There seems to be general agreement among those to whom I’ve spoken, or who’re on Twitter, that this years IAB in Rotterdam was one of the best, if not the best.  Granted, the parallel sessions were very short – there’s not much you can do in 8 minutes – but the organisation was superb, and the range of plenary speakers excellent.  Solly Benatar is always worth hearing; and though Aubrey de Grey is – in my opinion – mad as a box of frogs when he’s on about aging, I could happily listen to him speak all day: he’s excellent.

And there was no magic dancing.  There was a bit of magic in the opening ceremony, and some perplexing dancing in the closing one… but no magic dancing.  Actually, there’s a part of me that regrets that a bit.  I did try to play the game where you try to work out and attend the really bad paper that got selected by accident – but I didn’t notice anything that came close to that.  The quality of the parallel papers was high.  Ditto the posters: I confess that I don’t really understand how poster sessions are supposed to work for ethics and law; but I liked the way they were thematised and treated as stimuli for mini-oral presentations.

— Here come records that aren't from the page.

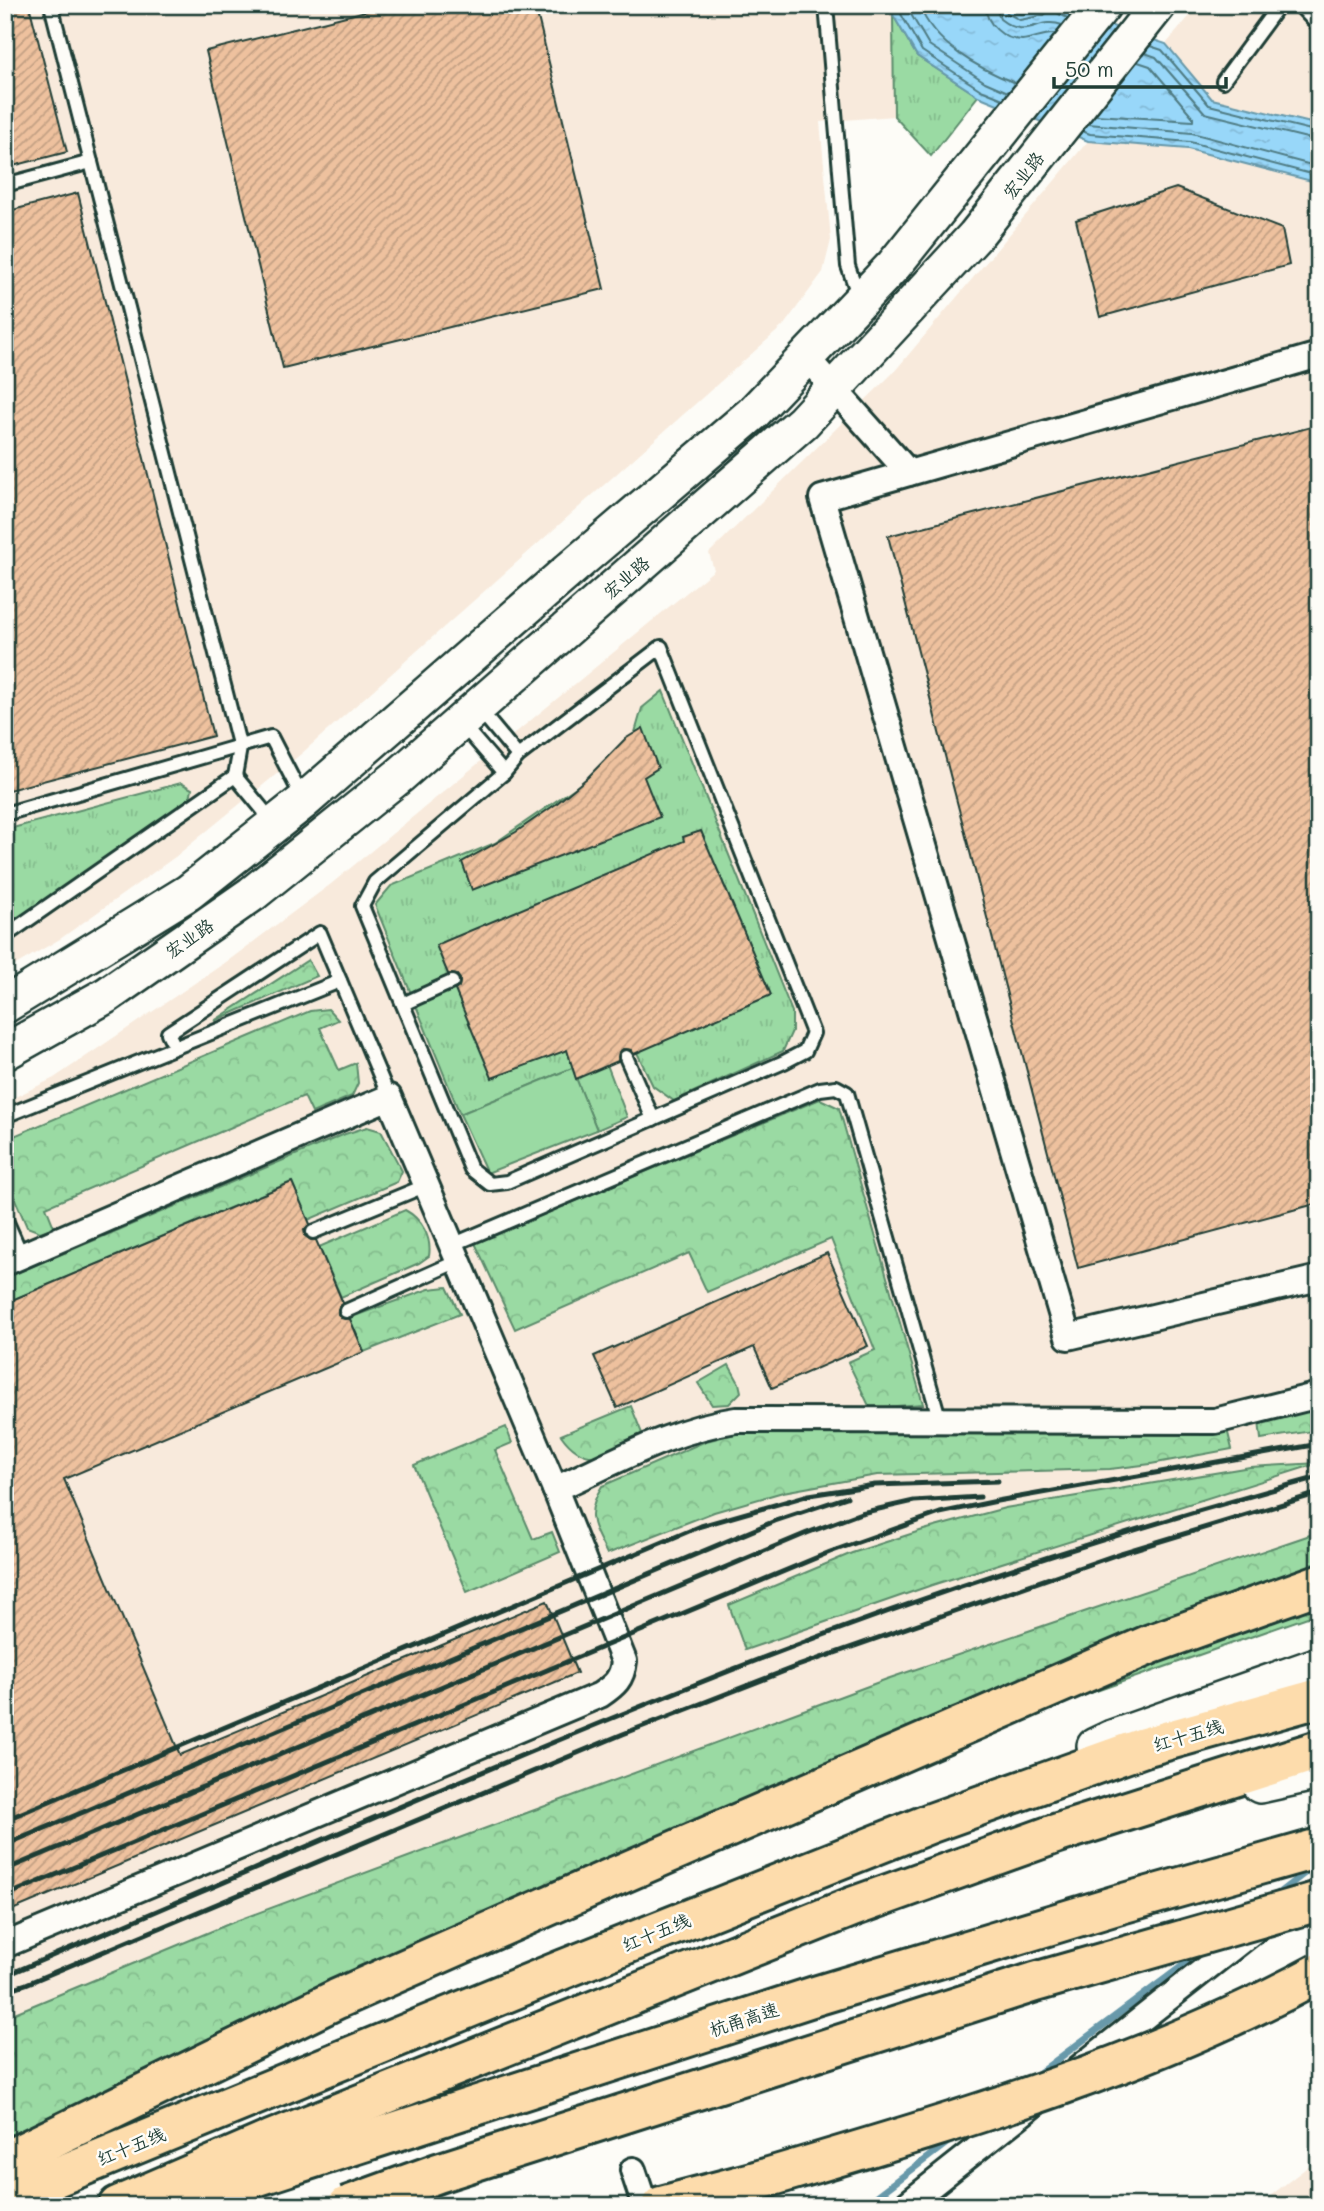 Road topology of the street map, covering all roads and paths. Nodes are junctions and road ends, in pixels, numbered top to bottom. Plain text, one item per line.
1 (51, 5) edge
2 (825, 5) edge
3 (1103, 5) edge
4 (1158, 5) edge
5 (1279, 5) edge
6 (1299, 5) edge
7 (1319, 26) edge
8 (1223, 80) dead end
9 (91, 162) junction
10 (5, 185) edge
11 (860, 301) junction
12 (1319, 355) edge
13 (806, 357) junction
14 (834, 390) junction
15 (909, 473) junction
16 (469, 715) junction
17 (240, 748) junction
18 (518, 757) junction
19 (504, 773) junction
20 (235, 776) junction
21 (304, 801) junction
22 (5, 814) edge
23 (275, 824) junction
24 (5, 936) edge
25 (340, 981) junction
26 (452, 982) dead end
27 (402, 1004) junction
28 (5, 1005) edge
29 (175, 1046) junction
30 (5, 1052) edge
31 (626, 1057) dead end
32 (389, 1097) junction
33 (5, 1116) edge
34 (653, 1119) junction
35 (426, 1185) junction
36 (5, 1218) edge
37 (313, 1232) dead end
38 (455, 1253) junction
39 (13, 1260) edge
40 (1319, 1278) edge
41 (346, 1311) dead end
42 (1319, 1395) edge
43 (940, 1421) junction
44 (555, 1489) junction
45 (1319, 1584) edge
46 (1319, 1665) edge
47 (1319, 1698) edge
48 (1319, 1750) edge
49 (1319, 1772) edge
50 (939, 1820) junction
51 (1055, 1834) junction
52 (1319, 1847) edge
53 (1319, 1879) edge
54 (1319, 1901) edge
55 (5, 1945) edge
56 (1319, 1973) edge
57 (5, 2161) edge
58 (633, 2170) dead end
59 (5, 2198) edge
60 (118, 2206) edge
61 (175, 2206) edge
62 (347, 2206) edge
63 (645, 2206) edge
64 (661, 2206) edge
65 (905, 2206) edge

1 - 9 lane
2 - 11 lane
3 - 11 street
4 - 14 street, 宏业路
5 - 8 lane
6 - 7 lane
9 - 10 lane
9 - 17 lane
11 - 13 street
12 - 15 street
13 - 14 street
13 - 21 street
14 - 15 street
14 - 16 street, 宏业路
15 - 40 street
16 - 18 lane
16 - 19 lane
16 - 30 street, 宏业路
17 - 20 lane
17 - 21 lane
17 - 22 lane
18 - 19 lane
18 - 34 lane
19 - 27 lane
20 - 23 lane
20 - 24 lane
21 - 23 street
23 - 28 street
25 - 29 lane
25 - 29 lane
25 - 32 lane
26 - 27 lane
27 - 34 lane
29 - 33 lane
31 - 34 lane
32 - 35 street
32 - 39 street
35 - 37 lane
35 - 38 street
36 - 39 lane
38 - 41 lane
38 - 43 lane
38 - 44 street
42 - 43 street
43 - 44 street
44 - 55 street
45 - 57 main road
46 - 50 street
47 - 50 main road, 红十五线
48 - 51 main road
49 - 51 street
50 - 59 main road, 红十五线
51 - 60 main road
52 - 61 main road, 杭甬高速
53 - 65 street
54 - 62 main road, bridge
56 - 64 main road, bridge
58 - 63 street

For me, John Coggon’s paper at the “nudge” symposium was the best of the conference – and that’s not incestuous promotion of Manchester people, because he’s buggering off to Southampton.  I’d like to have seen Stephen Latham’s paper on political theory, too: I was elsewhere, but Christian Munthe was doing a fine job of live-tweeting everything he saw.

What were other people’s thoughts?  Do say in the comments.